■ Instructions for the task ■
Could you give the data that follows again exactly, without its pictures?

Start of Records for this exercise

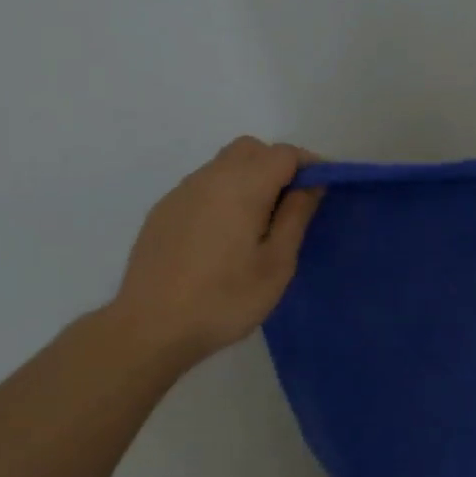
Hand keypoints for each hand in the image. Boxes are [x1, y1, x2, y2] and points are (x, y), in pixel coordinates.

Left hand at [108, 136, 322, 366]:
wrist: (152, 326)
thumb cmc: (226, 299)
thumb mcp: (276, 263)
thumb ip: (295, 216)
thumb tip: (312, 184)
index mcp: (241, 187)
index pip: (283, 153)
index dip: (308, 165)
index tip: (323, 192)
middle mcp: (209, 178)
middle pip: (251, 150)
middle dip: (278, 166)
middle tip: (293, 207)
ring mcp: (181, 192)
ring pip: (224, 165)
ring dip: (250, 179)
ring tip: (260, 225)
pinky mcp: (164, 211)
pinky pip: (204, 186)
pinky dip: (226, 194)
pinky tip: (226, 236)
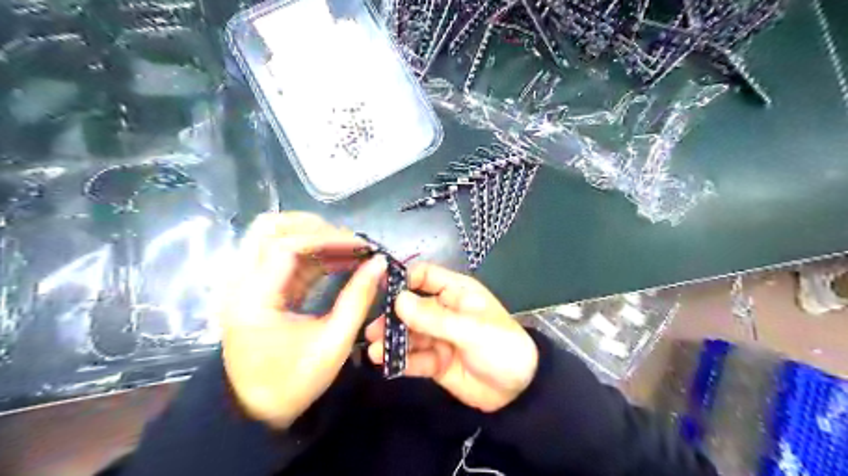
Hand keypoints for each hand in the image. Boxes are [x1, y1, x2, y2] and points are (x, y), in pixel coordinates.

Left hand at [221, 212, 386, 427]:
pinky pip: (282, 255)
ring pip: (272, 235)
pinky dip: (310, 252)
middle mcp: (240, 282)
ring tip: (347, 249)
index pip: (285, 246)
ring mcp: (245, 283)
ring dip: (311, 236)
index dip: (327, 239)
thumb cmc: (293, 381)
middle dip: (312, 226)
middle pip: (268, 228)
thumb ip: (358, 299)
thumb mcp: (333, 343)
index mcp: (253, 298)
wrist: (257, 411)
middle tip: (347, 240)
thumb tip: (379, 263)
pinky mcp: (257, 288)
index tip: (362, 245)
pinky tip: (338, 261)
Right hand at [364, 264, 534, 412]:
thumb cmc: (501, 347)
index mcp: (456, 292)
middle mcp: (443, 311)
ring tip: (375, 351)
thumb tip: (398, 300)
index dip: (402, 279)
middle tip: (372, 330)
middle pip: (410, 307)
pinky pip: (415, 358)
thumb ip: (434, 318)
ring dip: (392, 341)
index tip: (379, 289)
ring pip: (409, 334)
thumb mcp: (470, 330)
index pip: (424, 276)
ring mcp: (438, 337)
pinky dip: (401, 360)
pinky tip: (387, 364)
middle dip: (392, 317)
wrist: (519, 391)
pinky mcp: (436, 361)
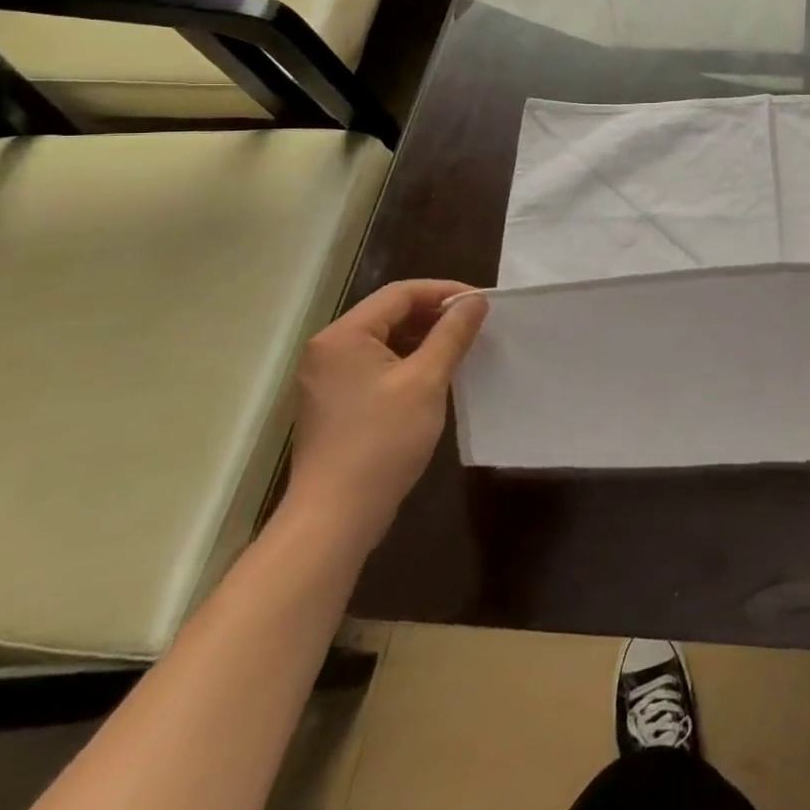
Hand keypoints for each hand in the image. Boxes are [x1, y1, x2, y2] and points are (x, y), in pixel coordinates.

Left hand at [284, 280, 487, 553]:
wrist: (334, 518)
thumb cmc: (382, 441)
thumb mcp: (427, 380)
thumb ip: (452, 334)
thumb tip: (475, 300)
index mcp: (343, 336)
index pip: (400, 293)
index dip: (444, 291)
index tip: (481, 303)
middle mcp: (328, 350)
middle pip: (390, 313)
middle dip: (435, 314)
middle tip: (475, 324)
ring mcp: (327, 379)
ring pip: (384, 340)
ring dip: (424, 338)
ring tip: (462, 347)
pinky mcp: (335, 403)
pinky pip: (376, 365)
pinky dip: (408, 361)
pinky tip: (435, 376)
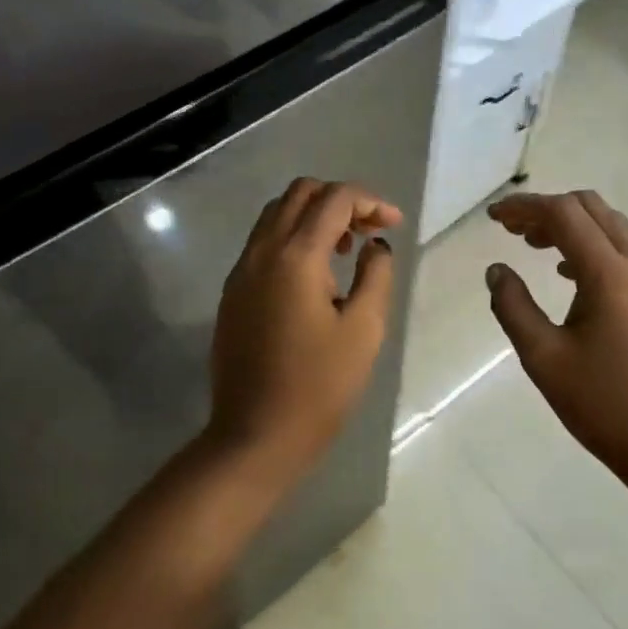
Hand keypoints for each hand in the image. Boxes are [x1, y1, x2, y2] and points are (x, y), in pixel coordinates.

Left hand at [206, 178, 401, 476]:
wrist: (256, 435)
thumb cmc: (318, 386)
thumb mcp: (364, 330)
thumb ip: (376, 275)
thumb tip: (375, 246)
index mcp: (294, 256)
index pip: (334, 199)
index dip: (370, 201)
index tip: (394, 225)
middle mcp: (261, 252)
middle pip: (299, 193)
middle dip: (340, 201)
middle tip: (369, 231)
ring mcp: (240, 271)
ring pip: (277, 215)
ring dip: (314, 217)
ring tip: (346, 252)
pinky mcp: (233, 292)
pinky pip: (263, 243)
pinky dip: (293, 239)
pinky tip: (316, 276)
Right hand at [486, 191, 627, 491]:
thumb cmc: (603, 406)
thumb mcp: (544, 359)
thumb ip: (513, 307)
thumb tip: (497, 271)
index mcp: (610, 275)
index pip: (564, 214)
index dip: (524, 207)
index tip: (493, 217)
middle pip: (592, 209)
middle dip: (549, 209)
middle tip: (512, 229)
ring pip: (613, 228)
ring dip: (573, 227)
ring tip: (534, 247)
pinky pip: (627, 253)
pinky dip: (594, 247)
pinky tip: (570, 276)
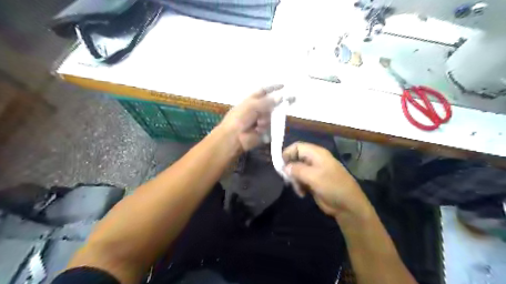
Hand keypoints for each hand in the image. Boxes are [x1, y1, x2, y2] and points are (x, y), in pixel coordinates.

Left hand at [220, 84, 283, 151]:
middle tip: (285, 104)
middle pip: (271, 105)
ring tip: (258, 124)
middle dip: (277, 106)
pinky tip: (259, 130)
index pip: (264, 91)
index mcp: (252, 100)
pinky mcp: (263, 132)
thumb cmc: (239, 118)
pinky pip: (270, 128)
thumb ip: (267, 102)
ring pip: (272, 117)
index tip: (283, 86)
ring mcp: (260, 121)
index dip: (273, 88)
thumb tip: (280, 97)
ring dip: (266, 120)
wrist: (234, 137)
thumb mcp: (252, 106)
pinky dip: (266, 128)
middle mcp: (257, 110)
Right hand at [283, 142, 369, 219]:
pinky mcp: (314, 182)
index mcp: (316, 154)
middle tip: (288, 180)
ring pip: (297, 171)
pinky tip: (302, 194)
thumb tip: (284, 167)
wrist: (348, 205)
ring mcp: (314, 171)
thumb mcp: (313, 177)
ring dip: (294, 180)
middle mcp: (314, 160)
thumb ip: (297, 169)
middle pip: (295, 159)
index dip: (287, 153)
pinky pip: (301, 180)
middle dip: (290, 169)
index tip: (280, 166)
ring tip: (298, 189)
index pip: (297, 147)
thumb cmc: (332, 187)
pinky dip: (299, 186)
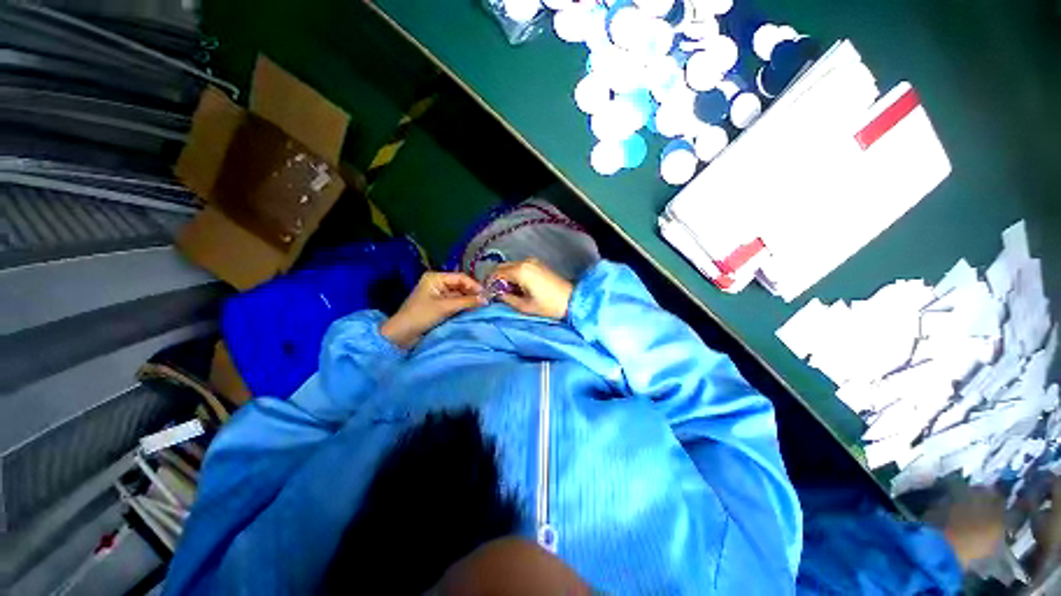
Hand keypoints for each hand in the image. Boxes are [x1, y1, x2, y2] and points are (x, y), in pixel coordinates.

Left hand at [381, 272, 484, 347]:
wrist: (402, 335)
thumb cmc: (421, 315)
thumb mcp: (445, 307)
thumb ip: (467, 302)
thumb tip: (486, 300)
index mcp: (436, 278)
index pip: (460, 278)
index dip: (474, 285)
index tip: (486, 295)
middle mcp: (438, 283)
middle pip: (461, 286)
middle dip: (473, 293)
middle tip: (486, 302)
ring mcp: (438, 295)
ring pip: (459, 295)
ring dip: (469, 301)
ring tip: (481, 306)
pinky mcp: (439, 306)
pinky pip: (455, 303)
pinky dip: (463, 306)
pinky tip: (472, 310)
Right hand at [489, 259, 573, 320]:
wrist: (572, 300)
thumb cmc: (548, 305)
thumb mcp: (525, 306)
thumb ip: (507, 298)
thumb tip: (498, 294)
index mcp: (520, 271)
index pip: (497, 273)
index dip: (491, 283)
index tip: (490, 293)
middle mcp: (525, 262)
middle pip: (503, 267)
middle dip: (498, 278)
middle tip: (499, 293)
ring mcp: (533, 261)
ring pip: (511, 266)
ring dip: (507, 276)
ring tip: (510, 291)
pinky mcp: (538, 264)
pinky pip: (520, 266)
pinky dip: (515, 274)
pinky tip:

End of Records for this exercise

■ Exercise result ■
Hand keypoints for each hand in the image. Boxes are [x1, y1, x2, y2] and points are (x, y), in pixel coordinates.

Left hand at [108, 136, 322, 366]:
wrist: (152, 326)
thumb cmc: (226, 299)
thumb mcp: (276, 263)
thumb ip: (295, 216)
thumb tip: (312, 184)
index mcp: (241, 187)
index pip: (283, 153)
index dip: (308, 165)
index tip: (323, 192)
middle mcp: (209, 178)
middle pip: (251, 150)
middle dip: (278, 166)
middle tip: (293, 207)
ring mcp: (181, 192)
ring pip: (224, 165)
ring dip: (250, 179)
ring tip: (260, 225)
pinky mcp: (164, 211)
pinky pip: (204, 186)
pinky dip: (226, 194)
pinky tip: (226, 236)
Hand keypoints for each hand in the image. Boxes are [x1, y1, x2, y2] and points are (x, y), in pixel coordinates.

Left hand at [221, 212, 386, 427]:
pinky pip: (282, 255)
ring pip: (272, 235)
pinky dip: (310, 252)
middle mcp: (240, 282)
ring tip: (347, 249)
index pip: (285, 246)
ring mcp: (245, 283)
ring dip: (311, 236)
index dip: (327, 239)
thumb cmc: (293, 381)
middle dip: (312, 226)
middle pip: (268, 228)
thumb ip: (358, 299)
thumb mcp: (333, 343)
index mcp: (253, 298)
wrist: (257, 411)
middle tip: (347, 240)
thumb tip: (379, 263)
pinky mcp: (257, 288)
index tip: (362, 245)
pinky tip: (338, 261)
Right hand at [364, 264, 534, 412]:
thumb cmc: (501, 347)
index mcp: (456, 292)
middle mcp: (443, 311)
ring tip: (375, 351)
thumb tip: (398, 300)
index dip: (402, 279)
middle tip: (372, 330)
middle pip: (410, 307)
pinky pip: (415, 358)
thumb ip: (434, 318)
ring dip: (392, 341)
index tip: (379, 289)
ring pip: (409, 334)
thumb mcp: (470, 330)
index pip: (424, 276)
ring mcp: (438, 337)
pinky dip: (401, 360)
pinky tip: (387, 364)
middle dip: (392, 317)
wrist: (519, 391)
pinky mcp: (436, 361)
Hand keypoints for each hand in the image. Boxes are [x1, y1, x2, y2] and points are (x, y), in pixel coordinates.

Left hand at [284, 280, 487, 553]:
wrist: (334, 518)
thumb cmc: (382, 441)
thumb mcp: (427, 380)
thumb ip: (452, 334)
thumb tip: (475, 300)
index mcp: (343, 336)
index pip: (400, 293)
index dip: (444, 291)
index tip: (481, 303)
middle mcp: (328, 350)
middle pip: (390, 313)
middle dip: (435, 314)
middle tip: (475, 324)
ring mcp: (327, 379)
ring pip: (384, 340)
ring dip: (424, 338)
ring tip: (462, 347)
pinky mcp: (335, 403)
pinky pip: (376, 365)
pinky dip: (408, 361)
pinky tip: (435, 376)
Hand keypoints for each hand in the image. Boxes are [x1, y1, x2, y2] and points are (x, y), in pixel coordinates.

Left hand at [206, 178, 401, 476]:
wrist: (256, 435)
thumb cmc: (318, 386)
thumb mcp: (364, 330)
thumb ip: (376, 275)
thumb tip: (375, 246)
index mcp: (294, 256)
index pip: (334, 199)
index dip: (370, 201)
index tip: (394, 225)
middle mcp: (261, 252)
middle pip: (299, 193)
middle dip: (340, 201)
middle tip: (369, 231)
ring mcp: (240, 271)
ring pip: (277, 215)
ring dip: (314, 217)
ring tip: (346, 252)
pinky mcp: (233, 292)
pinky pip: (263, 243)
pinky dip: (293, 239)
pinky tip: (316, 276)
Right hand at [486, 191, 627, 491]:
thumb cmc: (603, 406)
thumb mcp: (544, 359)
thumb ip: (513, 307)
thumb tip: (497, 271)
index mcp: (610, 275)
index pip: (564, 214)
index dip: (524, 207)
index tip: (493, 217)
middle pip: (592, 209)
middle dip: (549, 209)
middle tip: (512, 229)
ring pip: (613, 228)
ring dip: (573, 227)
ring tip: (534, 247)
pinky pip: (627, 253)
pinky dip: (594, 247)
pinky tip: (570, 276)
Hand keypoints for each hand in the image. Boxes are [x1, y1, x2, y2] and points are (x, y), in pixel coordinates.

Left hand at [220, 84, 283, 151]:
middle tip: (285, 104)
middle pip: (271, 105)
ring tip: (258, 124)
middle dip: (277, 106)
pinky tip: (259, 130)
index pip: (264, 91)
index mcp: (252, 100)
pinky mcp: (263, 132)
thumb cmc: (239, 118)
pinky pip: (270, 128)
thumb ip: (267, 102)
ring pip: (272, 117)
index tip: (283, 86)
ring mcp: (260, 121)
index dip: (273, 88)
thumb tip: (280, 97)
ring dip: (266, 120)
wrist: (234, 137)
thumb mcp: (252, 106)
pinky dip: (266, 128)
middle mcp: (257, 110)
Right hand at [283, 142, 369, 219]:
pinky mcp: (314, 182)
index mcp: (316, 154)
middle tip: (288, 180)
ring pip: (297, 171)
pinky tip: (302, 194)
thumb tip: (284, 167)
wrist: (348, 205)
ring mcp: (314, 171)
thumb mcp: (313, 177)
ring dip: (294, 180)
middle mcp: (314, 160)
thumb ip: (297, 169)
middle pip: (295, 159)
index dip: (287, 153)
pinky pip: (301, 180)
middle dip: (290, 169)
index tip: (280, 166)
ring tip: (298, 189)
index pip: (297, 147)
thumb cmc: (332, 187)
pinky dip: (299, 186)
Hand keypoints for each hand in the image. Boxes are [x1, y1, x2, y2] and points are (x, y), in pixel coordinates.

Left hand at [381, 272, 484, 347]:
wrist: (402, 335)
thumb cmc: (421, 315)
thumb mcp: (445, 307)
thumb ip: (467, 302)
thumb tip: (486, 300)
index mcp: (436, 278)
index pip: (460, 278)
index dip: (474, 285)
index tip: (486, 295)
middle mcp: (438, 283)
middle pip: (461, 286)
middle dip: (473, 293)
middle tip: (486, 302)
ring mcp: (438, 295)
ring pip: (459, 295)
ring dip: (469, 301)
ring tip: (481, 306)
pinky mcp: (439, 306)
pinky pip: (455, 303)
pinky dip: (463, 306)
pinky tip: (472, 310)
Right hand at [489, 259, 573, 320]:
wrist: (572, 300)
thumb cmc: (548, 305)
thumb mcp: (525, 306)
thumb ip: (507, 298)
thumb tip: (498, 294)
index mcp: (520, 271)
index pip: (497, 273)
index dip: (491, 283)
index tip: (490, 293)
middle mcp: (525, 262)
middle pip: (503, 267)
middle dip: (498, 278)
middle tip: (499, 293)
ring mcp: (533, 261)
ring pip: (511, 266)
ring dip: (507, 276)
ring tip: (510, 291)
pinky mcp: (538, 264)
pinky pip: (520, 266)
pinky dip: (515, 274)
pinky tip:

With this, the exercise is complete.